En Jalisco, por lo menos una vez cada sexenio los gobernadores en turno han festejado la reducción de la violencia en Guadalajara para luego ser arrollado por la realidad. Desde los años ochenta, cuando el narcotráfico escogió (o fue invitado) a la ciudad como uno de sus centros de operaciones la convivencia con la clase política y las instituciones de seguridad ha sido discontinua pero constante. La violencia ha tenido, en consecuencia, exactamente el mismo comportamiento.
Cada nuevo Gobierno, estatal y federal, promete erradicar la violencia y dicen en campaña tener la fórmula mágica para acabar con ella. Todos, invariablemente, han terminado ridiculizados cuando se trata de rendir cuentas de la descomposición de la seguridad. Eso sí, todos se rasgan las vestiduras como si efectivamente hubieran hecho algo para erradicarla.

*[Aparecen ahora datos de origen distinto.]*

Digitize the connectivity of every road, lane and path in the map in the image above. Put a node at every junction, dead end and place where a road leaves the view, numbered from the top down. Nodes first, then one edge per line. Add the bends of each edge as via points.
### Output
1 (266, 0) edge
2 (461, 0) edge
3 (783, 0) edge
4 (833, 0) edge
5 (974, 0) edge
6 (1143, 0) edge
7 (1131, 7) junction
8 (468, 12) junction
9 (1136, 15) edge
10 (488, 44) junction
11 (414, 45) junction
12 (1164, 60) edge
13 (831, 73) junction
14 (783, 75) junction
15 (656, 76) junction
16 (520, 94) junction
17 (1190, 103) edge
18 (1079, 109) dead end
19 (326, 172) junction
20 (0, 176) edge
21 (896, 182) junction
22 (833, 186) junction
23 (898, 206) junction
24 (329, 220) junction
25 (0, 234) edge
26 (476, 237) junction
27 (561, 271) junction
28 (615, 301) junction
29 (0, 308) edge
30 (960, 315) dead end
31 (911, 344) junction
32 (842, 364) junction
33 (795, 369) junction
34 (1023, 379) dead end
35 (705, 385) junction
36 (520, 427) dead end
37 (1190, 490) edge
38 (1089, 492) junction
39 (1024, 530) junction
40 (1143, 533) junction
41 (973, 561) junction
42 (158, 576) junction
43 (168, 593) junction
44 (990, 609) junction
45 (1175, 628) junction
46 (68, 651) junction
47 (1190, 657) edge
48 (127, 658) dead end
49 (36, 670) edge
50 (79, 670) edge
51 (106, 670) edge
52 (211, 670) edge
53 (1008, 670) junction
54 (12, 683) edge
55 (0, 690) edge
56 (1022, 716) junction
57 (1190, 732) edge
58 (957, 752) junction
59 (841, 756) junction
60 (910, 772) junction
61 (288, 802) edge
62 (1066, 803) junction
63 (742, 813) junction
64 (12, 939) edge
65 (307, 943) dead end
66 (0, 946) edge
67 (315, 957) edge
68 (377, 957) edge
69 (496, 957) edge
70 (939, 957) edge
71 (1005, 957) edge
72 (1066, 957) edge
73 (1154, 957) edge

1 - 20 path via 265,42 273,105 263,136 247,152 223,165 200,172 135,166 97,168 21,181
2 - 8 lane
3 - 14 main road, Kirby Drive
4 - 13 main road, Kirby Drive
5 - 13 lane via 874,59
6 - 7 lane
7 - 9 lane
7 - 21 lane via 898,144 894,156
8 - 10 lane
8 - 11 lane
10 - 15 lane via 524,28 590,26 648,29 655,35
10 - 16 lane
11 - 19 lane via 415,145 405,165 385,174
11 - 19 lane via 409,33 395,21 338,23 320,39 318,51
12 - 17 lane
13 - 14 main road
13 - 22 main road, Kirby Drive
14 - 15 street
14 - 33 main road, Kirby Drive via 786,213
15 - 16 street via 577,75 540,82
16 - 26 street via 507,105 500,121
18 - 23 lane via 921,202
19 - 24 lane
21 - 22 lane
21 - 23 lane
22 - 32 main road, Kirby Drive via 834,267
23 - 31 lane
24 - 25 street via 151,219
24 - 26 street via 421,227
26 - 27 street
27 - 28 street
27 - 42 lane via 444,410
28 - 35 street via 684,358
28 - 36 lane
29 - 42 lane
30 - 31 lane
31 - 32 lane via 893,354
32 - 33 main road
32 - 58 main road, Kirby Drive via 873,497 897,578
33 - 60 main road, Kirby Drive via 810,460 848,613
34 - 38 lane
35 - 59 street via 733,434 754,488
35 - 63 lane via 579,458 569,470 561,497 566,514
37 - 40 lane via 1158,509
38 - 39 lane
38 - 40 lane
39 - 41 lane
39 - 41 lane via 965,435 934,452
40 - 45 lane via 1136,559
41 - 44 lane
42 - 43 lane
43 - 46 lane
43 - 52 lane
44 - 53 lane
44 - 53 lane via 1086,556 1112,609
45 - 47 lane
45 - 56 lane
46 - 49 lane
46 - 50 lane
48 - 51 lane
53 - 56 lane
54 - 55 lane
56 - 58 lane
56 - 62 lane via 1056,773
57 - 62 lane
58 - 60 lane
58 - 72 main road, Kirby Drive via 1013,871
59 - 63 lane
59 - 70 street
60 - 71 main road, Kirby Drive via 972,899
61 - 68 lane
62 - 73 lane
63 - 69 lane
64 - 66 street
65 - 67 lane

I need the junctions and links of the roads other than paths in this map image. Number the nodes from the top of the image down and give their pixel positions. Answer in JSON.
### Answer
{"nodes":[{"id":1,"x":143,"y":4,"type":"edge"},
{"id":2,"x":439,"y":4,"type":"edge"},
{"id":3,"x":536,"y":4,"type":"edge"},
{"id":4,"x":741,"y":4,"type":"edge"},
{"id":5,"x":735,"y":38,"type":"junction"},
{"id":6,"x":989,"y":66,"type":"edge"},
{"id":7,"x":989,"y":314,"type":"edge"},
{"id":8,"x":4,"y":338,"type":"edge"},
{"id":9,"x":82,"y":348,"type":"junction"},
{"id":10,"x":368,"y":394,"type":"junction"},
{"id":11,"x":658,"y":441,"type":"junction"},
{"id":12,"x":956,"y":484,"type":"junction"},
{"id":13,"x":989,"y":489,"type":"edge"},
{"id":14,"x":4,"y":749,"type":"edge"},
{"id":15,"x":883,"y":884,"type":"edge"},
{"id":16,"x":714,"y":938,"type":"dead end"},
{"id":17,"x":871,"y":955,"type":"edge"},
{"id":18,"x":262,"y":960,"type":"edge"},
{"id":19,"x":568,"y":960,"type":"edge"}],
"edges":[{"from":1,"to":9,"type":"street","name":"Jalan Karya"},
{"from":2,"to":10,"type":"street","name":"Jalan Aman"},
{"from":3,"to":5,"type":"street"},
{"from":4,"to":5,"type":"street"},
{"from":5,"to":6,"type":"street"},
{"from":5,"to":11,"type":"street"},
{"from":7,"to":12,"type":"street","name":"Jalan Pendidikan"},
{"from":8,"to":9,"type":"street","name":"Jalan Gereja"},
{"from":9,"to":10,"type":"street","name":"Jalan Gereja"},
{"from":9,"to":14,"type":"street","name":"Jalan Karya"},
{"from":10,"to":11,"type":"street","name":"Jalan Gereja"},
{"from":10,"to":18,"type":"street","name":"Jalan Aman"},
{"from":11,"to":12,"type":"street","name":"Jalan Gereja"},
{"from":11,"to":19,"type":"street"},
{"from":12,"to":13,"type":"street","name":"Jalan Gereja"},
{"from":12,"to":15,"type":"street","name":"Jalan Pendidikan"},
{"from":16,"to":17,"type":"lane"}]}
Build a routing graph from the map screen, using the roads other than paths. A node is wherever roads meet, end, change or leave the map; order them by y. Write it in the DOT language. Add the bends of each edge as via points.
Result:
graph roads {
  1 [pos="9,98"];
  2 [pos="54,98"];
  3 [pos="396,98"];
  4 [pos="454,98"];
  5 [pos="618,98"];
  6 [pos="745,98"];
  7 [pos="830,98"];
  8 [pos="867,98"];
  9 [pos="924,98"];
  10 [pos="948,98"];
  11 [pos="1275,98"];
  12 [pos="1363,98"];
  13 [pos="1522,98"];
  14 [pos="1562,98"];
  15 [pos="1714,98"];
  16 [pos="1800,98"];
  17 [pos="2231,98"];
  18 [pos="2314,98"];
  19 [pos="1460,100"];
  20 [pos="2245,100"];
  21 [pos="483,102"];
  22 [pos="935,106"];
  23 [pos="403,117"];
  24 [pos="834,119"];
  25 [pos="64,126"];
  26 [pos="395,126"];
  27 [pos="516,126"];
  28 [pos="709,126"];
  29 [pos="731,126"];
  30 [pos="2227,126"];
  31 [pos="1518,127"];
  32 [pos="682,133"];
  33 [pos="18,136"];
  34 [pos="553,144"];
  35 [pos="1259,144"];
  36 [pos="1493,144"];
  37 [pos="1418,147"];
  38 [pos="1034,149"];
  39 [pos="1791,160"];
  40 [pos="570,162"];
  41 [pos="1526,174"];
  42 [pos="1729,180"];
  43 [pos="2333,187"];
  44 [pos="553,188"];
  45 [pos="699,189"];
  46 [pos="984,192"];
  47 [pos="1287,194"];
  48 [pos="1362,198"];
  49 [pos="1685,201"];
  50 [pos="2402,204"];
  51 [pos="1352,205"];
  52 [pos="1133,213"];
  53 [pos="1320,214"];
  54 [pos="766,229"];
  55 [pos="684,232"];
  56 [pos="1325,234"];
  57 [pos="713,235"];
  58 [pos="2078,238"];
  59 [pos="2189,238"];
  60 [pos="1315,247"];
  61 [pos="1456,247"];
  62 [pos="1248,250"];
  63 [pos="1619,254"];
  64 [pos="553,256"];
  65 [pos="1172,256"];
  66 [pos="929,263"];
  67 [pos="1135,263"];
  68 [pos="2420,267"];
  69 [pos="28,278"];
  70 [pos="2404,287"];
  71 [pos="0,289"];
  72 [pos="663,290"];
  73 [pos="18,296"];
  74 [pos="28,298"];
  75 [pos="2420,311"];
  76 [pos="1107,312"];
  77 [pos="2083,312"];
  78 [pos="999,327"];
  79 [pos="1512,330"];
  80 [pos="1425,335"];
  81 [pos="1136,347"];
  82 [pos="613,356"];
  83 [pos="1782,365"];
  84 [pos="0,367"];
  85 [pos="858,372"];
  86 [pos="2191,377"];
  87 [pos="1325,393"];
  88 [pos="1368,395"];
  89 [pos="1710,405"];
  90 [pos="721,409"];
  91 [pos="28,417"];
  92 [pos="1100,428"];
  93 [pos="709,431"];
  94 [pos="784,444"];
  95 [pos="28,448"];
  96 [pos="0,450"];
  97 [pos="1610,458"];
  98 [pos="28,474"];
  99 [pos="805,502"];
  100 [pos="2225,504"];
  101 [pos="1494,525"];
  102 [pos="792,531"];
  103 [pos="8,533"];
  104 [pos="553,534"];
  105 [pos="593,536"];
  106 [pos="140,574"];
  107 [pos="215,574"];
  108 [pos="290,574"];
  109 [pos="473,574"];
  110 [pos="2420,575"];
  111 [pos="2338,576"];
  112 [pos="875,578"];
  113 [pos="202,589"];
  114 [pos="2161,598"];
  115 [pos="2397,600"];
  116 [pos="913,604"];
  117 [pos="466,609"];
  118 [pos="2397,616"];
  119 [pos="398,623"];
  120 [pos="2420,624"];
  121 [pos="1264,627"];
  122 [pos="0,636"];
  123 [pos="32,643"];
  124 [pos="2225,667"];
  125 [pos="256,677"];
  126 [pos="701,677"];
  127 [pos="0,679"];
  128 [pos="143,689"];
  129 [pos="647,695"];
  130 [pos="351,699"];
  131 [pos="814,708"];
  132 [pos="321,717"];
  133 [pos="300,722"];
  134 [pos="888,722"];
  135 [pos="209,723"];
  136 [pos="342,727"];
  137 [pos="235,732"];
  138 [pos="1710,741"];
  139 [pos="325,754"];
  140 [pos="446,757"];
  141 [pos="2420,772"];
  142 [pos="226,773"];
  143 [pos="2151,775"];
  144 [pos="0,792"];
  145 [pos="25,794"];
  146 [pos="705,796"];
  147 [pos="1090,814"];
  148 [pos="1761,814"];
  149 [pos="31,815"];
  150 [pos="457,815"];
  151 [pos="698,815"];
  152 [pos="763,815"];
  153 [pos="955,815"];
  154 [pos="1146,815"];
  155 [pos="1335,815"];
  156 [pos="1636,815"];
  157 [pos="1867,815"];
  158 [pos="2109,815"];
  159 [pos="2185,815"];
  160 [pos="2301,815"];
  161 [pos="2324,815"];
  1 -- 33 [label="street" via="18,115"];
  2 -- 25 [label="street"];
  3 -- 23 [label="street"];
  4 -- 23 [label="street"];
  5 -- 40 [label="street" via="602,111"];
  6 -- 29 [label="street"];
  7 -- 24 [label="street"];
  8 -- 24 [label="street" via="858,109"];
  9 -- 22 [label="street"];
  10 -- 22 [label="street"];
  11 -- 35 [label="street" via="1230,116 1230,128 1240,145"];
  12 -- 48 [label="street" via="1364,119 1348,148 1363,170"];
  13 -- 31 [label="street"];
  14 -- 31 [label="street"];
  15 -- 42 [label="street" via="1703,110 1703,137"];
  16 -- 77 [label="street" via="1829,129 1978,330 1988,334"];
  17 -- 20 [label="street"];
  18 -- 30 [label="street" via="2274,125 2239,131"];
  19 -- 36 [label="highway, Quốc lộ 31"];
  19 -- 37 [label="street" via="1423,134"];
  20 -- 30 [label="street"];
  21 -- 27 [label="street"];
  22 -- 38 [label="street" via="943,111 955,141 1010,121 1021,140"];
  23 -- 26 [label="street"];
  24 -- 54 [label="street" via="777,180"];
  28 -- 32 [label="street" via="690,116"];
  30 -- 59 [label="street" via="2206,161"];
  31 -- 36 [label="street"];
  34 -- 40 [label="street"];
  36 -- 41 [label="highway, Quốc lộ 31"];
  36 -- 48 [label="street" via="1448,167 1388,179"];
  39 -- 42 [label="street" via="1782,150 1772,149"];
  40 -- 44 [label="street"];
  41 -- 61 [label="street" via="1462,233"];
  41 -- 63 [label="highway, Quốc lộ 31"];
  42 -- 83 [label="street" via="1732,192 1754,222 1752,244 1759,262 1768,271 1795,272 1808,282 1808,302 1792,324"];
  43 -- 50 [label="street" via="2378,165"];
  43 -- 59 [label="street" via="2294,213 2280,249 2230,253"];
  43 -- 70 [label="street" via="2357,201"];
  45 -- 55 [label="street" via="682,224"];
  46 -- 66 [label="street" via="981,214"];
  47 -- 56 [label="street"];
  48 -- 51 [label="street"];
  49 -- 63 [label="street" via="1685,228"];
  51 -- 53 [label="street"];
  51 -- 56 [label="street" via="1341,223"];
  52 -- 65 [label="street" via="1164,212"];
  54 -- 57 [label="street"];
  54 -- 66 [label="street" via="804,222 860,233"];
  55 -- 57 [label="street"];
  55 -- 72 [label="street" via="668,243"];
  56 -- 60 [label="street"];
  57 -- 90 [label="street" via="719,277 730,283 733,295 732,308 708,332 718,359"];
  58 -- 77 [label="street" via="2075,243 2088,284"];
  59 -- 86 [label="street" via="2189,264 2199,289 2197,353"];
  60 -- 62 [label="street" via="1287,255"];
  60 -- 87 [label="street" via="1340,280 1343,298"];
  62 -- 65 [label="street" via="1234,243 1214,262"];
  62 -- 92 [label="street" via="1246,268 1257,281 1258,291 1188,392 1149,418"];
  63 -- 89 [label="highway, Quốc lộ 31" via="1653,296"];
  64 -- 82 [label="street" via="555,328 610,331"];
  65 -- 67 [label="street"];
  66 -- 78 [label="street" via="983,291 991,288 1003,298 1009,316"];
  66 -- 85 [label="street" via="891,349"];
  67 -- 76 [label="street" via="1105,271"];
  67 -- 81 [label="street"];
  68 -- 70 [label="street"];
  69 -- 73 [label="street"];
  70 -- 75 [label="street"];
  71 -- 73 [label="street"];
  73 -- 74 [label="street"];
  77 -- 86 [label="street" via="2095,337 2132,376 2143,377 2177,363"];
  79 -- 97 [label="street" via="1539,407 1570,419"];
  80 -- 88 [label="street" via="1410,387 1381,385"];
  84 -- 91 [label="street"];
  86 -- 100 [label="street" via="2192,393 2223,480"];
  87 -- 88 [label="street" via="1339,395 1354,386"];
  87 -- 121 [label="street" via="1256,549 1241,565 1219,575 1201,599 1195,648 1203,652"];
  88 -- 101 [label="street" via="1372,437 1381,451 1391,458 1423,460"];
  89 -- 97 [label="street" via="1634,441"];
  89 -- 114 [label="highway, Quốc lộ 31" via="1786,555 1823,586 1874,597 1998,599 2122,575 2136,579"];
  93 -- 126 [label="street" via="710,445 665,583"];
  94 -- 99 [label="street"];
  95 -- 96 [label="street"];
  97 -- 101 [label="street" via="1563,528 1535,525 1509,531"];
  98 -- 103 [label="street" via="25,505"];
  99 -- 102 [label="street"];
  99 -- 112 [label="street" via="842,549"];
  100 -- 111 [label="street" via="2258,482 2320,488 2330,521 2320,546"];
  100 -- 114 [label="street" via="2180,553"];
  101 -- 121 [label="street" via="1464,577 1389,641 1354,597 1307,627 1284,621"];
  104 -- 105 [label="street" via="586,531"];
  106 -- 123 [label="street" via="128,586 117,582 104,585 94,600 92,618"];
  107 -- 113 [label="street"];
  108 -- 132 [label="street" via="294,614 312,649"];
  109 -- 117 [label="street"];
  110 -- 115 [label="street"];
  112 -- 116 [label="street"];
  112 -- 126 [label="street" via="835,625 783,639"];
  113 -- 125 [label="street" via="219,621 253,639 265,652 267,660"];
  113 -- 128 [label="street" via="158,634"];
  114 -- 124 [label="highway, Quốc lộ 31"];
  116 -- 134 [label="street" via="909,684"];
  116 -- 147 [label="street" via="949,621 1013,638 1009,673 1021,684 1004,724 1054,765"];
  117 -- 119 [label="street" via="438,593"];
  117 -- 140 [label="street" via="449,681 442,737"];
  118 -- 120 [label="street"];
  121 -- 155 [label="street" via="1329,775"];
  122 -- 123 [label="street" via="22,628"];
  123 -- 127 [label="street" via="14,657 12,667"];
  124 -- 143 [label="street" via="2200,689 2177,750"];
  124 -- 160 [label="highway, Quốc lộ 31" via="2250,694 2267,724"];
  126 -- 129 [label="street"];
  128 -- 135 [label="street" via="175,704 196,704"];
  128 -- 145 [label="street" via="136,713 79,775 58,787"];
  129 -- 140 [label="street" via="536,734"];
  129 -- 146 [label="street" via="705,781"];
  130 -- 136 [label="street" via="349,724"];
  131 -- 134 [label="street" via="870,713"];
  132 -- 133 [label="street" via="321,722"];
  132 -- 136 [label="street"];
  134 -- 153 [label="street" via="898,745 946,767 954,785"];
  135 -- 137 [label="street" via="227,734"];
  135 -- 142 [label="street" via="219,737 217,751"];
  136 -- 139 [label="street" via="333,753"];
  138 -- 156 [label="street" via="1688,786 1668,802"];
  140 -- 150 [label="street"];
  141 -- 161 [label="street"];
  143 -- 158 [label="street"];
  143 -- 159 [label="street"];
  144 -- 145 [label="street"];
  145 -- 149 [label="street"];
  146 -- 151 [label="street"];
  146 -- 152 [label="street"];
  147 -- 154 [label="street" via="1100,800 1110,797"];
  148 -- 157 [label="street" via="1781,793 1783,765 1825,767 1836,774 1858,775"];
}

La apuesta de los gobiernos de Jalisco, de tres partidos distintos, los últimos 40 año, ha sido más o menos la misma: buscar a través de acciones u omisiones (estas son más recurrentes) que un solo grupo de la delincuencia organizada tenga el control para evitar así enfrentamientos que generen violencia. Con la excusa de que se trata de un delito federal, ninguno ha intentado cosas, digamos más convencionales, como por ejemplo procurar justicia o inhibir los delitos del fuero común que se cometen permanentemente en el ejercicio de las actividades del crimen organizado.
La ciudad ha cambiado varias veces de grupo dominante, desde el llamado Cártel de Guadalajara de Miguel Ángel Félix, Don Neto y Caro Quintero; el de Tijuana de los hermanos Arellano Félix; el de Sinaloa con Nacho Coronel controlando la ciudad, hasta el llamado Nueva Generación que ha tenido el control lo largo de los últimos años. Así como los periodos de violencia se explican por la confrontación de bandas del crimen organizado en la lucha por “la plaza” los periodos de paz nada tiene que ver con políticas públicas de seguridad, sino con el dominio de un solo grupo y su capacidad de penetración de las instituciones de seguridad y de justicia, tanto estatales como federales.
Pero la principal derrota de Guada- lajara es cultural. El crimen organizado ha impuesto sus formas y normalizado su presencia. El simple hecho de que los policías, los políticos, periodistas y ciudadanos en general hayamos adoptado el lenguaje del crimen organizado habla de este sometimiento. Cuando decimos “plaza” para referirnos una ciudad controlada por el crimen, “capo” o “lugarteniente” para definir quién manda, “levantón” como eufemismo de “secuestro” o “ajusticiamiento” para nombrar un homicidio, evidenciamos el nivel de penetración y mimetización de la ciudad. No existe un estudio, pero si hiciéramos un comparativo del léxico, de la cantidad de palabras que hemos apropiado de la cultura del narco en Guadalajara o Culiacán frente a ciudades como Mérida o Tuxtla Gutiérrez nos sorprenderíamos de la forma en que hemos naturalizado su presencia.
Nos sorprendemos por el eterno retorno de la violencia en Guadalajara, pero seamos honestos: ni gobierno ni sociedad hemos hechos nada para combatir al crimen organizado.